Do you see the # of active (green) workers as a relatively flat line at
around 100 (and this is with the wait queue length being 0, so Swift was
simply not sending enough work to keep Falkon's 200+ workers busy)? If
the score would have improved, then I would have expected an upward
trend on the number of active workers!
> Point is it may take quite a few jobs to make up for
> ~10000 failed ones. The ratio is 1/5 (i.e. it takes 5 successful jobs to
> make up for a failed one). Should the probability of jobs failing be
> less than 1/5 in a certain time window, the score should increase.
>
So you are saying that 19K+ successful jobs was not enough to counteract
the 10K+ failed jobs from the early part of the experiment? Can this
ratio (1:5) be changed? From this experiment, it would seem that the
euristic is a slow learner... maybe you ahve ideas on how to make it
more quick to adapt to changes?
> In the context in which jobs are sent to non-busy workers, the system
> would tend to produce lots of failed jobs if it takes little time
> (compared to the normal run-time of a job) for a bad worker to fail a
> job. This *IS* why the swift scheduler throttles in the beginning: to
> avoid sending a large number of jobs to a resource that is broken.
>
But not the whole resource is broken... that is the whole point here...

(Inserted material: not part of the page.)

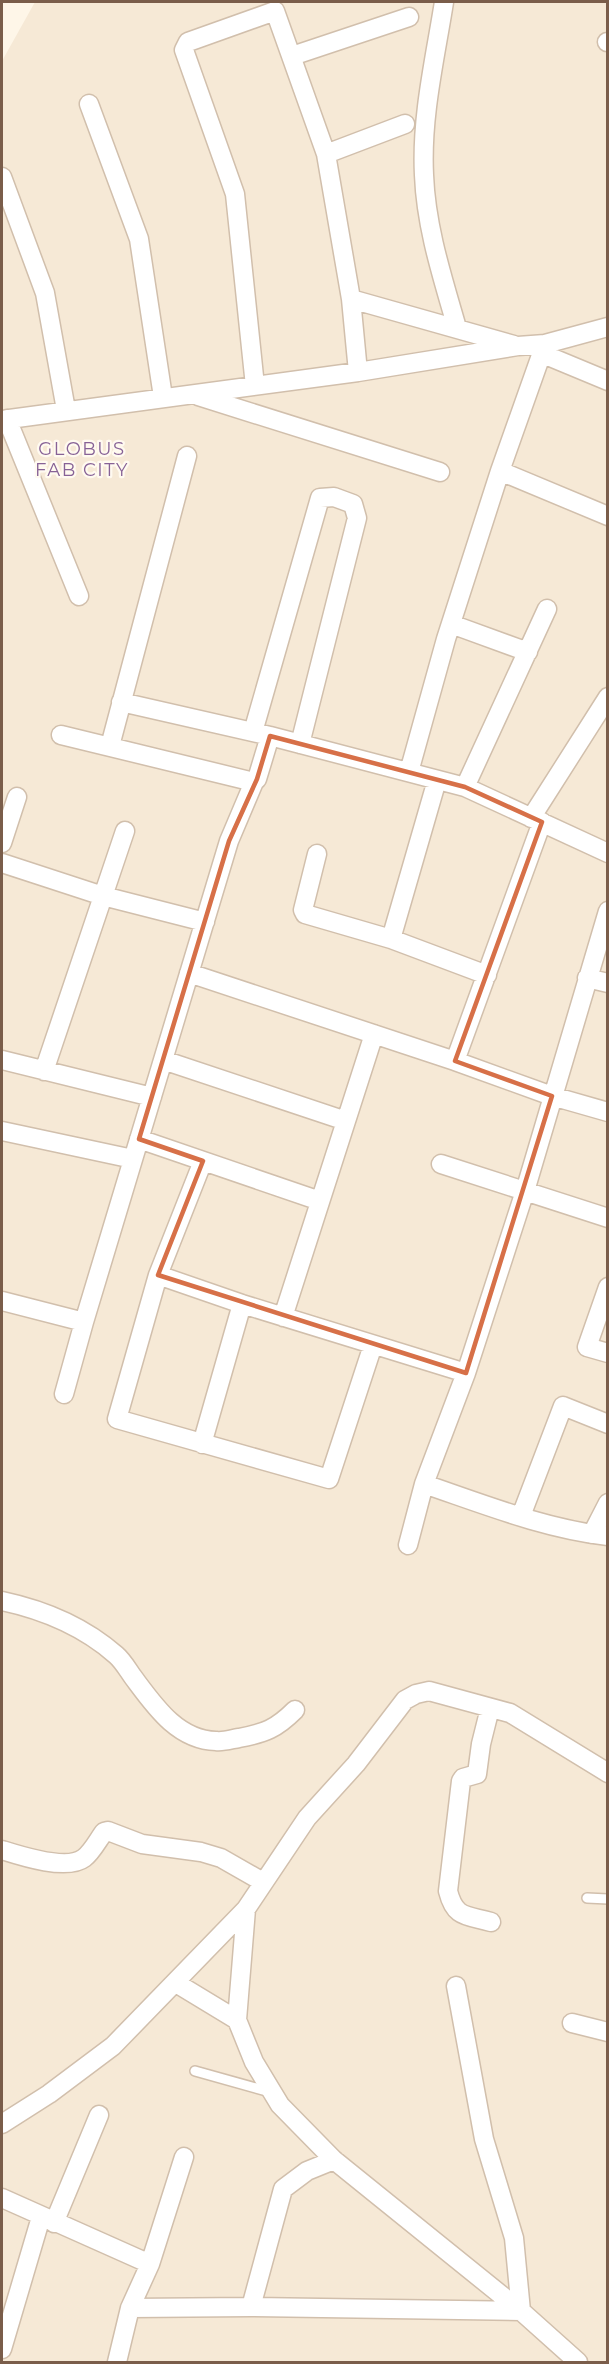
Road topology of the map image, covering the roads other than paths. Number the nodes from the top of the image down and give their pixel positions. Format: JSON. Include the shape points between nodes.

anyways, I think this is a valid case that we need to discuss how to
handle, to make the entire Swift+Falkon more robust!
BTW, here is another experiment with MolDyn that shows the throttling
and this heuristic behaving as I would expected!
http://people.cs.uchicago.edu/~iraicu/research/docs/MolDyn/244-mol-failed/summary_graph.jpg
Notice the queue lenth (blue line) at around 11K seconds dropped
sharply, but then grew back up. That sudden drop was many jobs failing
fast on a bad node, and the sudden growth back up was Swift
re-submitting almost the same # of jobs that failed back to Falkon. The
same thing happened again at around 16K seconds. Now my question is,
why did it work so nicely in this experiment, and not in our latest?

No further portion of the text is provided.